A conversa já ia avançada quando, entre esgares de desassossego, o Renato interjeccionou qualquer coisa do tipo: “Como é que aguentas?”.
Estávamos a falar sobre activismos, a partir do podcast narrativo “Portugal Negro: Uma História silenciada”, e a questão surgiu no compasso de um longo e bem audível suspiro.
Para o Renato – homem branco recém-iniciado na identificação e desconstrução de distorcidas programações racistas –, o meu dia-a-dia de embates e combates em defesa da igualdade sobrecarrega-se de um peso pouco suportável, e até mesmo insuportável.
A dedução não me surpreende, porque por mais empatia que mobilizemos, e por muito que exercitemos a capacidade de calçar os sapatos de ‘outra’ pessoa, fazemo-lo sempre do nosso lugar. É assim que, mesmo munidos de toda a nossa boa vontade, demasiadas vezes continuamos sem perceber que, do outro lado, em vez de sapatos existem pés descalços.
Chamemos-lhe ‘cegueira de origem': a dificuldade – que tantas vezes resvala para a incapacidade – de vermos para além dos nossos lugares de partida.

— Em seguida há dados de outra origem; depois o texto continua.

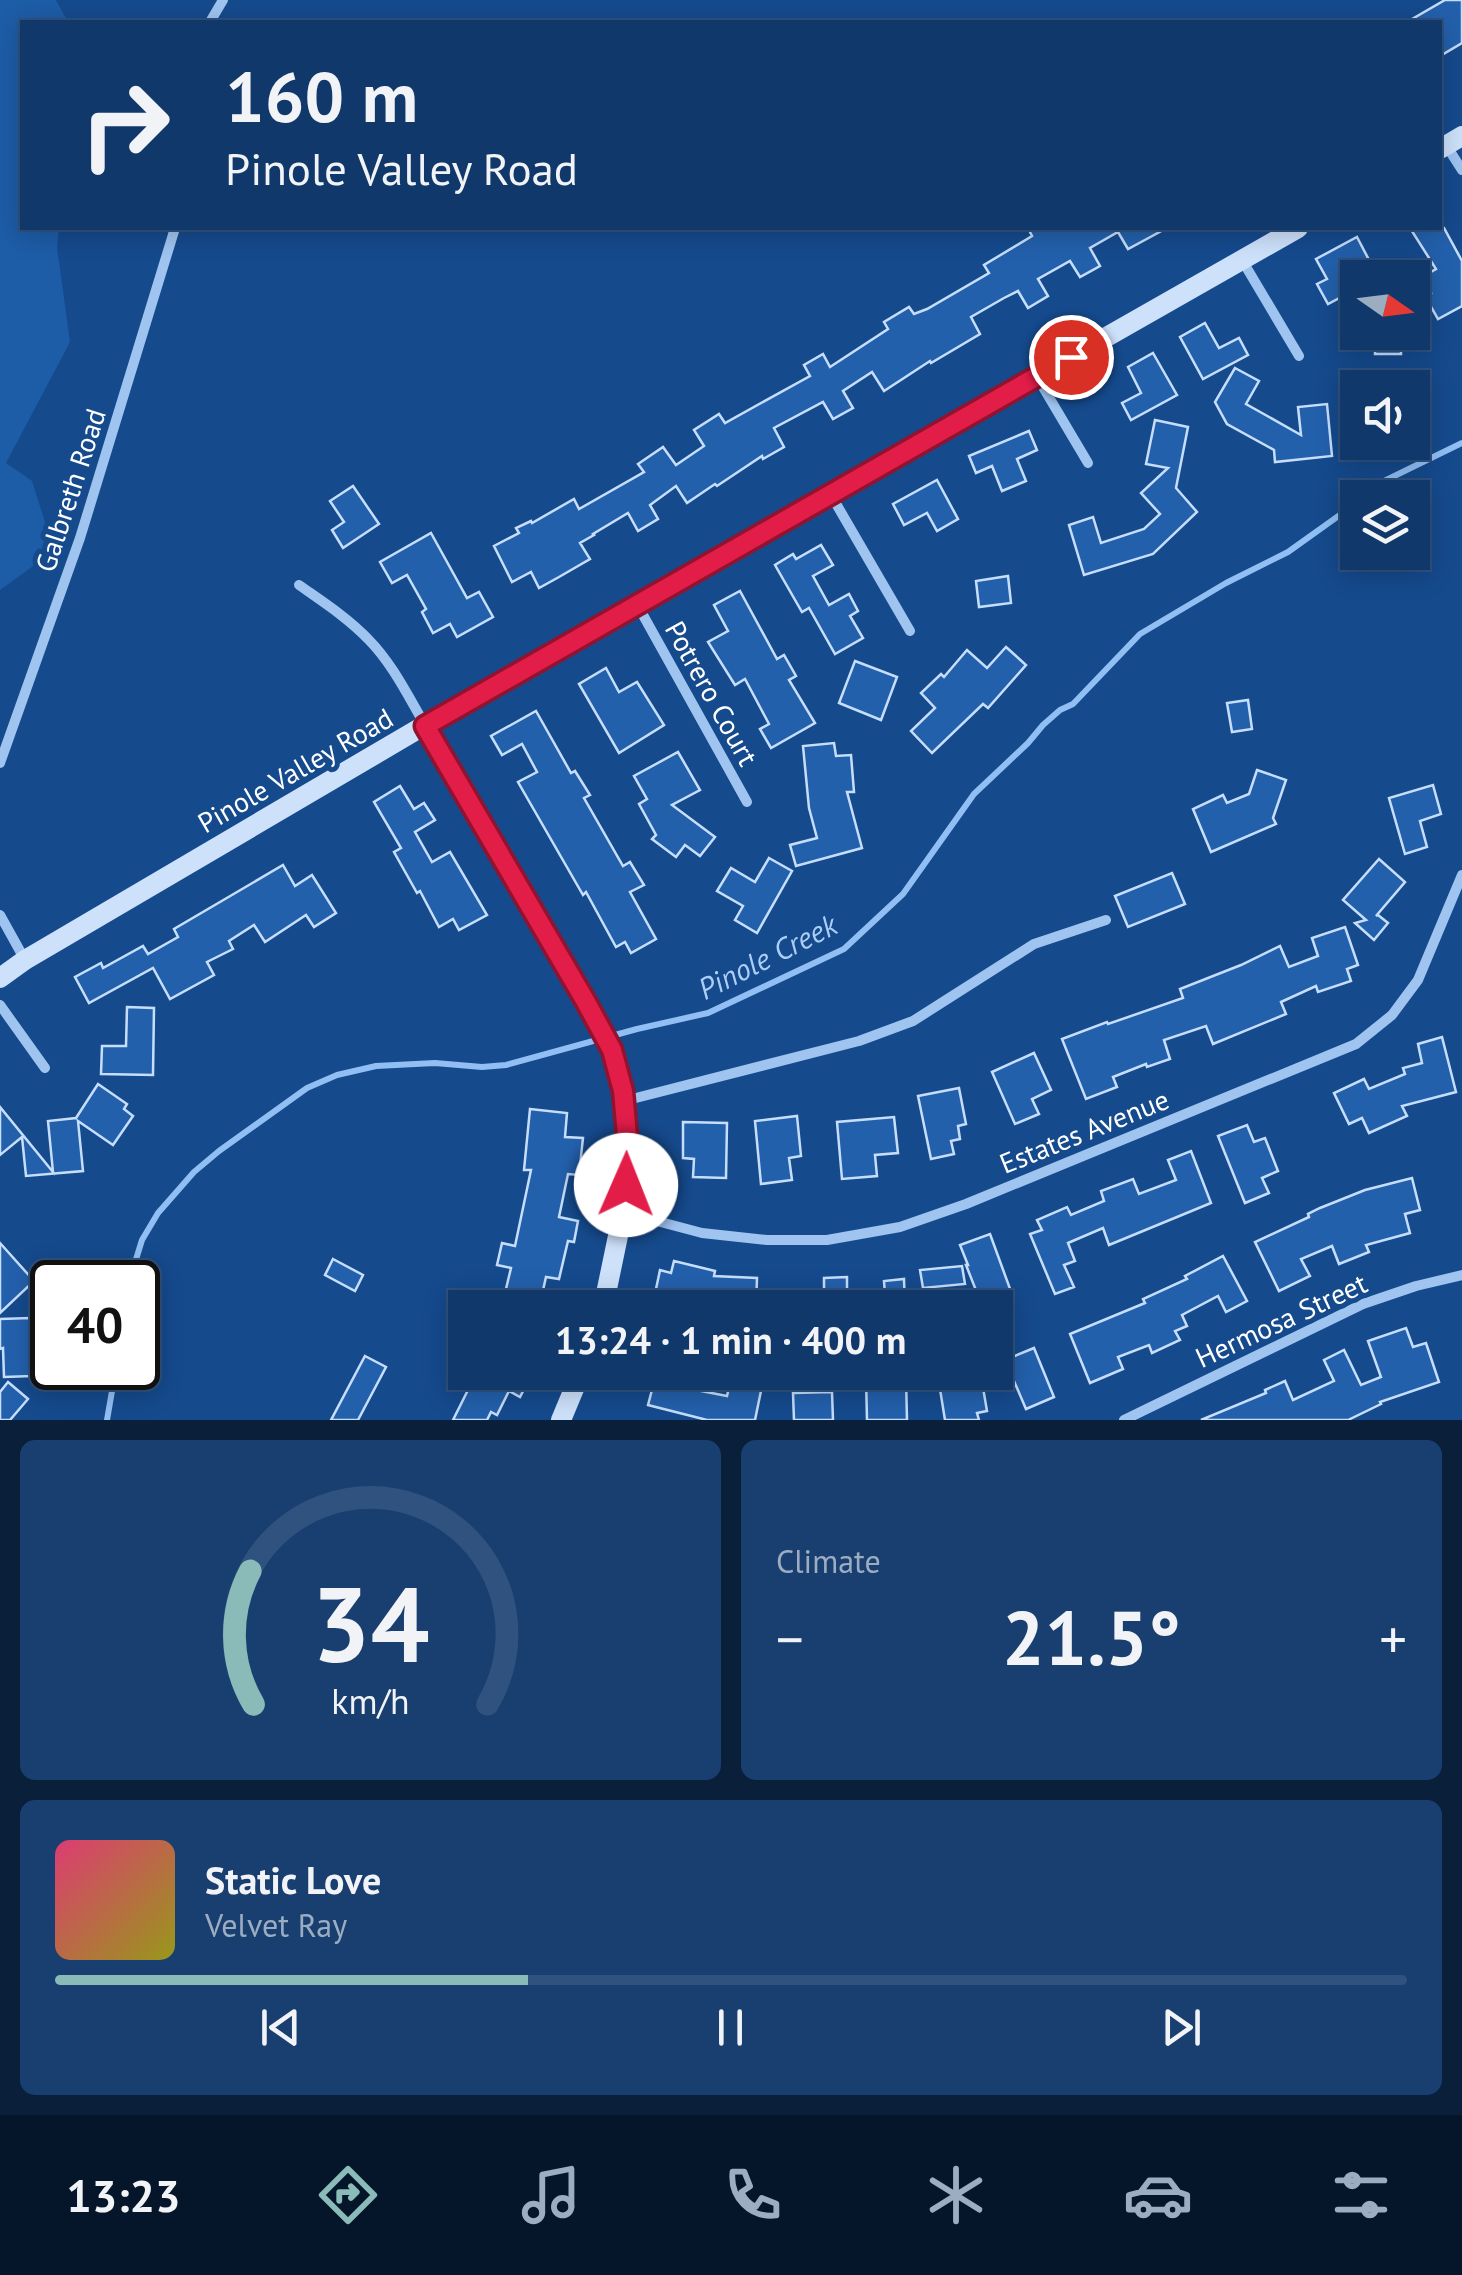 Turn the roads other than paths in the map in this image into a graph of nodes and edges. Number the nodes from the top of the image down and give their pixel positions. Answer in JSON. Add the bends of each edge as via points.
{"nodes":[{"id":1,"x":1450,"y":143,"type":"edge"},
{"id":2,"x":1462,"y":170,"type":"edge"},
{"id":3,"x":174,"y":230,"type":"edge"},
{"id":4,"x":1294,"y":230,"type":"edge"},
{"id":5,"x":1241,"y":259,"type":"junction"},
{"id":6,"x":1299,"y":356,"type":"dead end"},
{"id":7,"x":1037,"y":376,"type":"junction"},
{"id":8,"x":1088,"y":462,"type":"dead end"},
{"id":9,"x":831,"y":494,"type":"junction"},
{"id":10,"x":299,"y":585,"type":"dead end"},
{"id":11,"x":638,"y":606,"type":"junction"},
{"id":12,"x":910,"y":631,"type":"dead end"},
{"id":13,"x":425,"y":726,"type":"junction"},
{"id":14,"x":0,"y":763,"type":"edge"},
{"id":15,"x":747,"y":802,"type":"dead end"},
{"id":16,"x":1462,"y":875,"type":"edge"},
{"id":17,"x":0,"y":916,"type":"edge"},
{"id":18,"x":1106,"y":920,"type":"dead end"},
{"id":19,"x":25,"y":960,"type":"junction"},
{"id":20,"x":0,"y":978,"type":"edge"},
{"id":21,"x":0,"y":1005,"type":"edge"},
{"id":22,"x":45,"y":1068,"type":"dead end"},
{"id":23,"x":623,"y":1096,"type":"junction"},
{"id":24,"x":623,"y":1212,"type":"junction"},
{"id":25,"x":1462,"y":1275,"type":"edge"},
{"id":26,"x":607,"y":1290,"type":"edge"},
{"id":27,"x":576,"y":1390,"type":"edge"},
{"id":28,"x":569,"y":1418,"type":"edge"},
{"id":29,"x":1124,"y":1420,"type":"edge"}],
"edges":[{"from":1,"to":2,"type":"street"},
{"from":3,"to":14,"type":"street","name":"Galbreth Road","via":[[80,538]]},
{"from":4,"to":5,"type":"main road","name":"Pinole Valley Road"},
{"from":5,"to":6,"type":"street"},
{"from":5,"to":7,"type":"main road","name":"Pinole Valley Road"},
{"from":7,"to":8,"type":"street"},
{"from":7,"to":9,"type":"main road","name":"Pinole Valley Road"},
{"from":9,"to":11,"type":"main road","name":"Pinole Valley Road"},
{"from":9,"to":12,"type":"street"},
{"from":10,"to":13,"type":"street","via":[[371,642]]},
{"from":11,"to":13,"type":"main road","name":"Pinole Valley Road"},
{"from":11,"to":15,"type":"street","name":"Potrero Court"},
{"from":13,"to":19,"type":"main road","name":"Pinole Valley Road"},
{"from":13,"to":23,"type":"main road","via":[[612,1050]]},
{"from":16,"to":24,"type":"street","name":"Estates Avenue","via":[[1418,980],[1356,1044],[966,1204],[900,1227],[827,1240],[702,1233]]},
{"from":17,"to":19,"type":"street"},
{"from":18,"to":23,"type":"street","via":[[1034,944],[913,1021],[859,1042]]},
{"from":19,"to":20,"type":"main road","name":"Pinole Valley Road"},
{"from":21,"to":22,"type":"street"},
{"from":23,"to":24,"type":"main road","via":[[629,1158]]},
{"from":24,"to":26,"type":"main road"},
{"from":25,"to":29,"type":"street","name":"Hermosa Street","via":[[1364,1304]]},
{"from":27,"to":28,"type":"main road"}]}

Como se a nossa Humanidade não fosse um direito inalienável consagrado à nascença, mas sim um campo de batalha minado por muros e mais muros.
A boa notícia é que essas cercas não são intransponíveis, e, podem, inclusivamente, ser substituídas por pontes.
Mas, se não estamos condenados a não ver, porque é que muitos escolhem fazê-lo, fechando-se nas suas bolhas? Porque é que se recusam a ouvir quem está do “outro lado”? Porque é que rejeitam antes de conhecer? Porque é que assumem que “estar do outro lado” significa “não ser do mesmo lado”?
Acredito que por medo. Não do desconhecido, como se gosta de racionalizar, porque, se assim fosse, não teríamos tantos álbuns de viagens “exóticas”, e restaurantes sem fronteiras.
Desconfio que todos aqueles que defendem muros e apregoam riscos de invasão têm medo de deixar de ser reconhecidos como parte da estirpe do “humano universal civilizado”.
É nesse receio que assenta a teoria da substituição: não numa qualquer defesa de identidades nacionais, mas no acolhimento humano da nossa diversidade, e consequente apagamento de ideais de superioridade.
Quem é que não aguenta viver com esta possibilidade?
É graças a ela que eu aguento: com total confiança na força colectiva, e no poder de humanizarmos as nossas relações.
Acredito que construir pontes, em vez de muros, permite transformar a ‘cegueira de origem’ numa visão de mundo partilhada, que temos de exercitar todos os dias.
Porque do lado do muro em que me encontro – cimentado por séculos de narrativas e leis de desumanização das pessoas negras, ainda hoje perpetuadas por políticas de opressão e exclusão –, “aguentar” significa avançar em defesa da minha-nossa Humanidade.
É sobre isso que são as lutas negras: sobre a reivindicação do direito a uma vida humanizada, que passa por contar a nossa História, conservar as nossas memórias, e celebrar – sem romantizar – as nossas vitórias.
Aguento, e aguentamos, porque somos e sempre fomos ponte. E se estamos aqui hoje, à conversa e sem reservas, é porque acreditamos que ninguém deve ser excluído, e ficar confinado a muros.
É então que pergunto: como é que se aguenta a vida do outro lado? Como é que se aguenta viver de estratificação e desumanização de pessoas?
Sei apenas que do lado de quem nasce sem nada a perder e vive de sobreviver, ficar em cima do muro não é opção. É privilégio.